3. Reasoning: The resultant hog descriptor will have dimension as: 9 orientations X (4 corner blocks that get 1 normalization + 6x4 blocks on the edges that get 2 normalizations + 6x6 blocks that get 4 normalizations) = 1764. as I have given only one location for hog.compute().

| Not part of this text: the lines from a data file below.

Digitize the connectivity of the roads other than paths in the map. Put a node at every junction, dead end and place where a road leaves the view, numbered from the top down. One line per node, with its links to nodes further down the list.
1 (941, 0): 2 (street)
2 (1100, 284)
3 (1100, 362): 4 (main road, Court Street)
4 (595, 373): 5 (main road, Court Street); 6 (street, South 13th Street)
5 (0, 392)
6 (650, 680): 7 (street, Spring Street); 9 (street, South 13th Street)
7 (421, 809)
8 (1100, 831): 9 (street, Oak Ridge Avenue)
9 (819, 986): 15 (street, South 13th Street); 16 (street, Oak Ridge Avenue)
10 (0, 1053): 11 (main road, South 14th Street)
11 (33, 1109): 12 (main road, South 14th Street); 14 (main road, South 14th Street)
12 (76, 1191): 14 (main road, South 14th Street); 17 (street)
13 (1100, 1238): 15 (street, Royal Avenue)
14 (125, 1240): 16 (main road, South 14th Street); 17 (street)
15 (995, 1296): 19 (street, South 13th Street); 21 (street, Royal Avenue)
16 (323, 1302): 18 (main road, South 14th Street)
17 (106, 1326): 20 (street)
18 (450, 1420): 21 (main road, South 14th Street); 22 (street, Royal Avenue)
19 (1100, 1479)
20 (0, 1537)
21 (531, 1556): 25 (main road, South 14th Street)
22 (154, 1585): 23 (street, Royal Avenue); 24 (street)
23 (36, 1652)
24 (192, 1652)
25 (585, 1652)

4. One more way to initialize is from xml file which contains all parameter values:

hog = cv2.HOGDescriptor("hog.xml")

To get an xml file one can do following:

hog = cv2.HOGDescriptor()
hog.save("hog.xml")

and edit the respective parameter values in xml file.

Solution 3:

Here is a solution that uses only OpenCV:

import numpy as np
import cv2
import matplotlib.pyplot as plt

img = cv2.cvtColor(cv2.imread("/home/me/Downloads/cat.jpg"),
                   cv2.COLOR_BGR2GRAY)

cell_size = (8, 8)  # h x w in pixels
block_size = (2, 2)  # h x w in cells
nbins = 9  # number of orientation bins

# winSize is the size of the image cropped to an multiple of the cell size
hog = cv2.HOGDescriptor(_winSize=(img.shape[1] // cell_size[1] * cell_size[1],
                                  img.shape[0] // cell_size[0] * cell_size[0]),
                        _blockSize=(block_size[1] * cell_size[1],
                                    block_size[0] * cell_size[0]),
                        _blockStride=(cell_size[1], cell_size[0]),
                        _cellSize=(cell_size[1], cell_size[0]),
                        _nbins=nbins)

n_cells = (img.shape[0] // cell_size[0], img.shape[1] // cell_size[1])
hog_feats = hog.compute(img)\
               .reshape(n_cells[1] - block_size[1] + 1,
                        n_cells[0] - block_size[0] + 1,
                        block_size[0], block_size[1], nbins) \
               .transpose((1, 0, 2, 3, 4))  # index blocks by rows first
# hog_feats now contains the gradient amplitudes for each direction,
# for each cell of its group for each group. Indexing is by rows then columns.

gradients = np.zeros((n_cells[0], n_cells[1], nbins))

# count cells (border cells appear less often across overlapping groups)
cell_count = np.full((n_cells[0], n_cells[1], 1), 0, dtype=int)

for off_y in range(block_size[0]):
    for off_x in range(block_size[1]):
        gradients[off_y:n_cells[0] - block_size[0] + off_y + 1,
                  off_x:n_cells[1] - block_size[1] + off_x + 1] += \
            hog_feats[:, :, off_y, off_x, :]
        cell_count[off_y:n_cells[0] - block_size[0] + off_y + 1,
                   off_x:n_cells[1] - block_size[1] + off_x + 1] += 1

# Average gradients
gradients /= cell_count

# Preview
plt.figure()
plt.imshow(img, cmap='gray')
plt.show()

bin = 5  # angle is 360 / nbins * direction
plt.pcolor(gradients[:, :, bin])
plt.gca().invert_yaxis()
plt.gca().set_aspect('equal', adjustable='box')
plt.colorbar()
plt.show()

I have used HOG descriptor computation and visualization to understand the data layout and vectorized the loops over groups.